▶ _To do_:
Give back the lines of the entries below exactly as written, from the first line to the line holding "thumb cmc: (281, 276)", both included, with the pictures omitted.

Skeletal landmark data
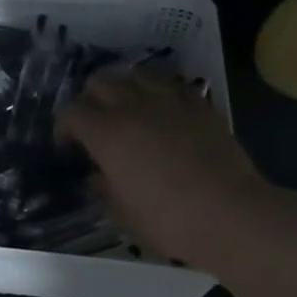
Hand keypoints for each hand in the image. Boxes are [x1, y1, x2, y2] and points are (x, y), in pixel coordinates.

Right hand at [58, 69, 273, 266]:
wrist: (232, 215)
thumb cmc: (169, 221)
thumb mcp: (123, 214)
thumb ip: (104, 188)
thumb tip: (98, 175)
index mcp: (107, 133)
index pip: (72, 112)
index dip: (64, 126)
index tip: (67, 144)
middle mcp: (133, 107)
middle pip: (101, 82)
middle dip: (91, 99)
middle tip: (96, 123)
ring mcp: (169, 102)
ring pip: (136, 74)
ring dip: (125, 87)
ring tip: (128, 108)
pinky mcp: (200, 106)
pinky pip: (173, 86)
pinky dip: (161, 93)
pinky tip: (164, 110)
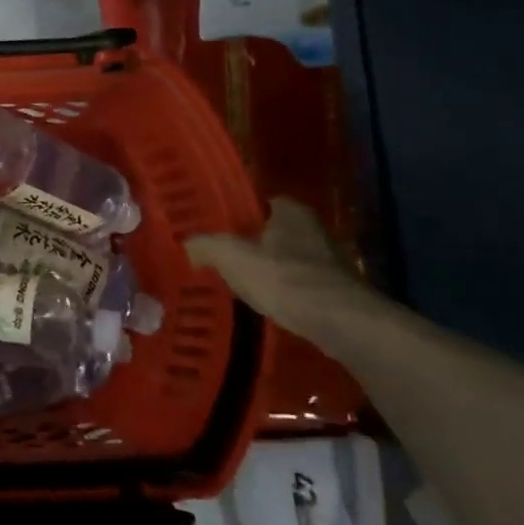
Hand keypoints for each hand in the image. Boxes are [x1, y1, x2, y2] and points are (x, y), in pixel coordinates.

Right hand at [185, 197, 383, 345]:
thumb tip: (187, 243)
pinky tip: (261, 302)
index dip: (236, 215)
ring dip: (264, 269)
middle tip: (219, 256)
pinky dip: (279, 290)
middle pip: (271, 232)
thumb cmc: (281, 276)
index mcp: (290, 211)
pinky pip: (295, 284)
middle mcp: (313, 229)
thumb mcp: (229, 255)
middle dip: (248, 244)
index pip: (258, 203)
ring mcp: (327, 261)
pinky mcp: (332, 290)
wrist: (336, 321)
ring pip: (283, 259)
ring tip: (235, 282)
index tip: (215, 229)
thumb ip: (204, 244)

▶ _Your response_:
Hand keypoints for each hand in the image. Boxes are [x1, y1, x2, y2] and points are (x, y), in pixel coordinates.

Right hand at [58, 69, 273, 266]:
wrist: (232, 215)
thumb cmc: (169, 221)
thumb mcp: (123, 214)
thumb ip: (104, 188)
thumb tip: (98, 175)
index mcp: (107, 133)
index pip: (72, 112)
index dip: (64, 126)
index tip: (67, 144)
middle mcp: (133, 107)
middle pip: (101, 82)
middle dip: (91, 99)
middle tip: (96, 123)
ring mcp: (169, 102)
ring pip: (136, 74)
ring dip: (125, 87)
ring tip: (128, 108)
pinky mcp: (200, 106)
pinky pip: (173, 86)
pinky dip: (161, 93)
pinky tip: (164, 110)
Hand keypoints for each hand in the image. Boxes are [x1, y1, x2, y2] and points are (x, y), in pixel coordinates.

Right hand at [185, 197, 383, 345]:
thumb tip: (187, 243)
pinky tip: (261, 302)
index dip: (236, 215)
ring dip: (264, 269)
middle tip: (219, 256)
pinky dip: (279, 290)
middle pip: (271, 232)
thumb cmc: (281, 276)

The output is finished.